Calculus

Integration of Functions

Integration of Functions Logo

Integration by Completing the Square

  • By changing the square, we may rewrite any quadratic polynomial \(a{x^2} + {bx} + c\) in the form

    \[{a\left( {{u^2} + {k}} \right),\;\;}\kern0pt{\text{where}\;\;u = x + \frac{b}{{2a}},\;\;}\kern0pt{k = \frac{{4ac – {b^2}}}{{4{a^2}}}.}\]

    Completing the square helps when quadratic functions are involved in the integrand.

    When the integrand is a rational function with a quadratic expression in the denominator, we can use the following table integrals:

    \[{1.\;\int {\frac{{dx}}{{\sqrt {{x^2} \pm {a^2}} }}} }={ \ln \left| {x + \sqrt {{x^2} \pm {a^2}} } \right|}\]

    \[{{2.\;\int {\frac{{dx}}{{\sqrt {{a^2} – {x^2}} }}} }={ \arcsin \frac{x}{a}}}\]
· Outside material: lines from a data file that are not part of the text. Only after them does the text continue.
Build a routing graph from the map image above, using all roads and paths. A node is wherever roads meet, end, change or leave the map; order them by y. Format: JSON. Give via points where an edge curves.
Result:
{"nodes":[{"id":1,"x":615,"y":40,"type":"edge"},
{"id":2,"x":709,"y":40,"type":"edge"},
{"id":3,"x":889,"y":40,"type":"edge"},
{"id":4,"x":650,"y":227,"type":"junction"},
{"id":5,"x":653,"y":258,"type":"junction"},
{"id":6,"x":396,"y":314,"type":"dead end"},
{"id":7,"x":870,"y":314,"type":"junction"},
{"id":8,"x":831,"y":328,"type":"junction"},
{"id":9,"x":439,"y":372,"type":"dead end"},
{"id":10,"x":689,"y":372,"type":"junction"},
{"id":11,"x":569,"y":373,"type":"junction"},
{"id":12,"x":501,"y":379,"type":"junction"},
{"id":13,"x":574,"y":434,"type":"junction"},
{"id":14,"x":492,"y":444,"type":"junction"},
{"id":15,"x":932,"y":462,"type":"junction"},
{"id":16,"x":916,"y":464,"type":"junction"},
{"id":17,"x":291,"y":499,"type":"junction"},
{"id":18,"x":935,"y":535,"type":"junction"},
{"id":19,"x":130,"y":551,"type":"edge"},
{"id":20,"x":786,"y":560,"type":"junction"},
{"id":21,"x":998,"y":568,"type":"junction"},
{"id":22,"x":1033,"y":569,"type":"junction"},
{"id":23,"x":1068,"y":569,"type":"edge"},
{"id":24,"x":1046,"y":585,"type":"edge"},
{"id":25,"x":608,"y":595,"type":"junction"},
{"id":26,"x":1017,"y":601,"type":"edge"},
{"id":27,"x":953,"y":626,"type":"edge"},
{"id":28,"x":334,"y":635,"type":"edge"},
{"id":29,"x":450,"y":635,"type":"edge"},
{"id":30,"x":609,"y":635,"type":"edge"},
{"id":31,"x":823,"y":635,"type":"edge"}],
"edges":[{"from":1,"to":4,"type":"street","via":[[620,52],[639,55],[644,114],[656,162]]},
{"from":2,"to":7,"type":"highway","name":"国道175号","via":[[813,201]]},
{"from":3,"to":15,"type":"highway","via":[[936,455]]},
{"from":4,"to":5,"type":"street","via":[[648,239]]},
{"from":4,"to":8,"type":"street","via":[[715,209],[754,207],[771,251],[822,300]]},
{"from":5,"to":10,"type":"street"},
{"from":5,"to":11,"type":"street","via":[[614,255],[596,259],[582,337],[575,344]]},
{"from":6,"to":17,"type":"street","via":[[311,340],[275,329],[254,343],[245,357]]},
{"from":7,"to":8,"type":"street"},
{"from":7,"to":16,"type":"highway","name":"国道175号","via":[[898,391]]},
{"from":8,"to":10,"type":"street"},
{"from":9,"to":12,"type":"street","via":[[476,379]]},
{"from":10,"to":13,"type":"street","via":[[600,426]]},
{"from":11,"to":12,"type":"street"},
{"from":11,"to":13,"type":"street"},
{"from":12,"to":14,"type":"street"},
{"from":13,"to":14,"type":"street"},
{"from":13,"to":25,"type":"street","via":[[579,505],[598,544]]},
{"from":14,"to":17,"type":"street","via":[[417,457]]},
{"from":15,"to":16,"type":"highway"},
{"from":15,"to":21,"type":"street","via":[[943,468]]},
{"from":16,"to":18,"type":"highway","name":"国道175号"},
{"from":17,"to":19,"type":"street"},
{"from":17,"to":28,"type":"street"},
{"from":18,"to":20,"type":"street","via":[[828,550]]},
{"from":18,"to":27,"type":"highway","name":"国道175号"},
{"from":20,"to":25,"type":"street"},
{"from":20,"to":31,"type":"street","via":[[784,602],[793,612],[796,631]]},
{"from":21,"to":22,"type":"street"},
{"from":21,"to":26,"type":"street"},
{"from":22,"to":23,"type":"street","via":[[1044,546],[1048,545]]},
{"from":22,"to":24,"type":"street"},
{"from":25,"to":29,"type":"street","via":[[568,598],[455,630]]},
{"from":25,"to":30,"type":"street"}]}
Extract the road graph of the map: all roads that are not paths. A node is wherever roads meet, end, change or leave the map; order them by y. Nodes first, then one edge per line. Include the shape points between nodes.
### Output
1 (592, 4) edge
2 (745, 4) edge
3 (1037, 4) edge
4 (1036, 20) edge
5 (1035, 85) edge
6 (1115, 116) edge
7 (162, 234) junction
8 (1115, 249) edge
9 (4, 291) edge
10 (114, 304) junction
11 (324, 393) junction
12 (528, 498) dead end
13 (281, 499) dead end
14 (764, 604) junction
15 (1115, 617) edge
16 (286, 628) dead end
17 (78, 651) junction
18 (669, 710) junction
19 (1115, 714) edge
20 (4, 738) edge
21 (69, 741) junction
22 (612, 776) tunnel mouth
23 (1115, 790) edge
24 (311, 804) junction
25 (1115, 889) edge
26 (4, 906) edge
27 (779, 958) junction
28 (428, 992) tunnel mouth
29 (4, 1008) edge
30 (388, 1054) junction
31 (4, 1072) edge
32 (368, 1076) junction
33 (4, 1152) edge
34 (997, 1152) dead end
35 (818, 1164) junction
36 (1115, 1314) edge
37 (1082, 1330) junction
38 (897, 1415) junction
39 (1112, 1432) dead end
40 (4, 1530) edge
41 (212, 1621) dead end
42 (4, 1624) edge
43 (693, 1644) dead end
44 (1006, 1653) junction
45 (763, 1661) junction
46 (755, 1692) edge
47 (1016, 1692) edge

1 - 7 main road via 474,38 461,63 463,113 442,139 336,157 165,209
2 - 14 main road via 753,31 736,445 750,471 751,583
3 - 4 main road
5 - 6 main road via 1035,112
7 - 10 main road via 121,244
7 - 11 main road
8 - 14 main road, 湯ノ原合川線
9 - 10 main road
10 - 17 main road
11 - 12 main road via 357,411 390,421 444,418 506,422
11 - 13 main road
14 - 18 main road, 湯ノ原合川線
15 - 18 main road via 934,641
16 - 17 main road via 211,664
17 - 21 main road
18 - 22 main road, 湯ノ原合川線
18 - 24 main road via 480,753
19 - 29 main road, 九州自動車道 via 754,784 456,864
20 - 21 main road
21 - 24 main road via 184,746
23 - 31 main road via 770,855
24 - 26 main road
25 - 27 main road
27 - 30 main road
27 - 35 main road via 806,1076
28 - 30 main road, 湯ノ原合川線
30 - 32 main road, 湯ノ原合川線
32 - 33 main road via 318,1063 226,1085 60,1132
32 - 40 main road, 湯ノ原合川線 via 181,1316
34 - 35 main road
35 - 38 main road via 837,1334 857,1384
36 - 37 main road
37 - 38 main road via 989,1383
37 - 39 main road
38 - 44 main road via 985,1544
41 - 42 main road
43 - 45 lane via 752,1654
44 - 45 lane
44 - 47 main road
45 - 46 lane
    \[{{3.\;\int {\frac{{dx}}{{{a^2} + {x^2}}}} }={ \frac{1}{a}\arctan \frac{x}{a}}}\]

    \[{{4.\;\int {\frac{{dx}}{{{a^2} – {x^2}}}} }={ \frac{1}{{2a}}\ln \left| {\frac{{a + x}}{{a – x}}} \right|}}\]

    Certain other types of integrals involving quadratic functions can be evaluated using trigonometric and hyperbolic substitutions.


  • Solved Problems

    Click a problem to see the solution.

    Example 1

    Find the integral \(\int {\large{\frac{{dx}}{{{x^2} – 5x + 7}}}}\normalsize.\)

    Example 2

    Evaluate the integral \(\int {\large{\frac{{dx}}{{{x^2} – x + 2}}}\normalsize}.\)

    Example 3

    Evaluate the integral \(\int {\large{\frac{{dx}}{{{x^2} + 10x + 26}}}\normalsize}.\)

    Example 4

    Evaluate the integral \(\int {\large{\frac{{dx}}{{5 – 4x – {x^2}}}}\normalsize}.\)

    Example 5

    Find the integral \(\int {\large{\frac{{dx}}{{\sqrt {{x^2} + x – 2} }}}\normalsize}.\)

    Example 6

    Find the integral \(\int {\large{\frac{{dx}}{{8 – 2x – {x^2}}}}\normalsize}.\)

    Example 7

    Find the integral \(\int {\large{\frac{{dx}}{{\sqrt {1 – 2x – {x^2}} }}}\normalsize}.\)

    Example 8

    Evaluate the integral \(\int {\large{\frac{{x + 1}}{{{x^2} + x + 1}}}\normalsize dx}.\)

    Example 9

    Evaluate the integral \(\int {\large{\frac{xdx}{{{x^2} + 2x + 10}}}\normalsize}.\)

    Example 10

    Compute the integral \(\int {\large{\frac{{xdx}}{{\sqrt {5 + x – {x^2}} }}}\normalsize}.\)

    Example 11

    Compute the integral \(\int {\large{\frac{{x + 1}}{{\sqrt {{x^2} + 4x + 8} }}}\normalsize dx}.\)

    Example 1.

    Find the integral \(\int {\large{\frac{{dx}}{{{x^2} – 5x + 7}}}}\normalsize.\)

    Solution.

    We complete the square in the denominator:

    \[{{x^2} – 5x + 7 }={ {x^2} – 2 \cdot \frac{5}{2}x + {\left( {\frac{5}{2}} \right)^2} }-{ {\left( {\frac{5}{2}} \right)^2} + 7 }={ {\left( {x – \frac{5}{2}} \right)^2} + 7 – \frac{{25}}{4} }={ {\left( {x – \frac{5}{2}} \right)^2} + \frac{{28 – 25}}{4} }={ {\left( {x – \frac{5}{2}} \right)^2} + {\left( {\frac{{\sqrt 3 }}{2}} \right)^2}.}\]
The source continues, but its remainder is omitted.